EXPECTATIONS: The ECB is set to start shrinking its mammoth balance sheet (see chart), and starting to hike interest rates at the July 21 meet, by an expected 0.25% a meeting, towards its ‘neutral’ rate around 1.5%. The lack of an equivalent to the Fed ‘dot plot’ guidance makes this plan unclear. We do not think it will get that high, given the multiple constraints above plus the big rise already seen in bond yields. Memories of the two hike 2011 ECB flip-flop are still fresh.

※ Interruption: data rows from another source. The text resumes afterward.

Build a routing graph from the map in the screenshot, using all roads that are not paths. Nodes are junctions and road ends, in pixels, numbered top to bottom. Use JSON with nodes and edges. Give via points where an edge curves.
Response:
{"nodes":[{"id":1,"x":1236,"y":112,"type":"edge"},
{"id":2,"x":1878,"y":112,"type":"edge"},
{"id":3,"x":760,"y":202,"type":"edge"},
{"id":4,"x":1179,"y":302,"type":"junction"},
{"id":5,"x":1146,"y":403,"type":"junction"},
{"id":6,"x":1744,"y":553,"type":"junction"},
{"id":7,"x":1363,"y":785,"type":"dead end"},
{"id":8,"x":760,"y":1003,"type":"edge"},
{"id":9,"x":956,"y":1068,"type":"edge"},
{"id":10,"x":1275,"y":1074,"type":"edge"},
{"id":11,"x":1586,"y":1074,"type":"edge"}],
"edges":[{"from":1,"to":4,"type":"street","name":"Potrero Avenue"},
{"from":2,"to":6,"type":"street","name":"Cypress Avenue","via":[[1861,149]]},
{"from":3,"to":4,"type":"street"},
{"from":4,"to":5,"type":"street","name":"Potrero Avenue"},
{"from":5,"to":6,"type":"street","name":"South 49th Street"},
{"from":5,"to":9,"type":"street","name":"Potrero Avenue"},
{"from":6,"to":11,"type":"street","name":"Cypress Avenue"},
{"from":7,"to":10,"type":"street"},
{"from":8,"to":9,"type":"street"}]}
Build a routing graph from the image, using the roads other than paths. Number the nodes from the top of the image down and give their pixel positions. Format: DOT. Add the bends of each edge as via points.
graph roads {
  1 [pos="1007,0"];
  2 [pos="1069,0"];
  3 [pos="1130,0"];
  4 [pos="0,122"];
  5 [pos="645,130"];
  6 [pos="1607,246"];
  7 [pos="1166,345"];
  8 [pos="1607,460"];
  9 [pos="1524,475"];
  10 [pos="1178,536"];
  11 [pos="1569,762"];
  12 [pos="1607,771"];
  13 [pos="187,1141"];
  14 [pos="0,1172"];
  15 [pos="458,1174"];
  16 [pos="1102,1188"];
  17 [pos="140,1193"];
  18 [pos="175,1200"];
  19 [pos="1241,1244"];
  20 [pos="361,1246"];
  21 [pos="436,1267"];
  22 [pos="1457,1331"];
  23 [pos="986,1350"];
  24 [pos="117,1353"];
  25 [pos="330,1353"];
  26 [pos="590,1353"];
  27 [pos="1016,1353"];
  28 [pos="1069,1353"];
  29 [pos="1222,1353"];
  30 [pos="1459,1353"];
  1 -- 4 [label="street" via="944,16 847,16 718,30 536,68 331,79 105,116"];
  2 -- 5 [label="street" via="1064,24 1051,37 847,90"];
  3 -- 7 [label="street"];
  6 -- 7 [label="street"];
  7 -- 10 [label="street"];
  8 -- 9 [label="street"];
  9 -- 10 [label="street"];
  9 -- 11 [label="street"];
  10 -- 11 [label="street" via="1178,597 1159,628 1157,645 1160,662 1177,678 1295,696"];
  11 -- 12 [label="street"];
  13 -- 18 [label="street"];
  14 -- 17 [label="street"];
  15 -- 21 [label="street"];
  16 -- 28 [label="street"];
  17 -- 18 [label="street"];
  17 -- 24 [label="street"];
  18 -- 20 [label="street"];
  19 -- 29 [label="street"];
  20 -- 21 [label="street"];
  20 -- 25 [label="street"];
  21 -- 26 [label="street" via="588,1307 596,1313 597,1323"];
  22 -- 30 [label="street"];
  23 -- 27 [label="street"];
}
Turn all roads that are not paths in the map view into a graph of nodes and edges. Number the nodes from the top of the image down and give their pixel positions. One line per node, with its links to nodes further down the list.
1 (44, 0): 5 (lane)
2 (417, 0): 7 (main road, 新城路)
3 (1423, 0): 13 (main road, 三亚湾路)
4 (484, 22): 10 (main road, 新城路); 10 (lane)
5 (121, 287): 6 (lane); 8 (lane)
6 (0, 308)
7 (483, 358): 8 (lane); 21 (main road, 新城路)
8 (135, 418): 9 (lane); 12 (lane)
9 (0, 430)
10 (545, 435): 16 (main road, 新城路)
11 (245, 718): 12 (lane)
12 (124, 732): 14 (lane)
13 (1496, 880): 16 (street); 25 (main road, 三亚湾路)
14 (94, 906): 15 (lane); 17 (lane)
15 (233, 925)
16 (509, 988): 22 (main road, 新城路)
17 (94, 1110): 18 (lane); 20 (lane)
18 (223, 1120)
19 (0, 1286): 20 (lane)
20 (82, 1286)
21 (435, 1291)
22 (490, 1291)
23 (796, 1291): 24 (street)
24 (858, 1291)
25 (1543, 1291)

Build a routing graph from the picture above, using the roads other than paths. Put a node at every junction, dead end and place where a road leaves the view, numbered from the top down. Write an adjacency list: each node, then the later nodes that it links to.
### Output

IMPACTS: Europe is behind US cycle, with inflation peaking only this summer, and rate hikes lagging. Following through on hiking expectations, along with already higher 10-yr bond yields, helps support the EUR for now. These higher bond yields and avoidance of recession would help long-suffering banks, Europe’ (EZU, @EuropeEconomy) largest sector. A curbed hiking cycle, and still supportive financial conditions, would help indebted sectors, like utilities (XS6R.L), and more-indebted ‘peripheral’ economies like Italy and Spain (ESP35) with 100%+ debt/GDP.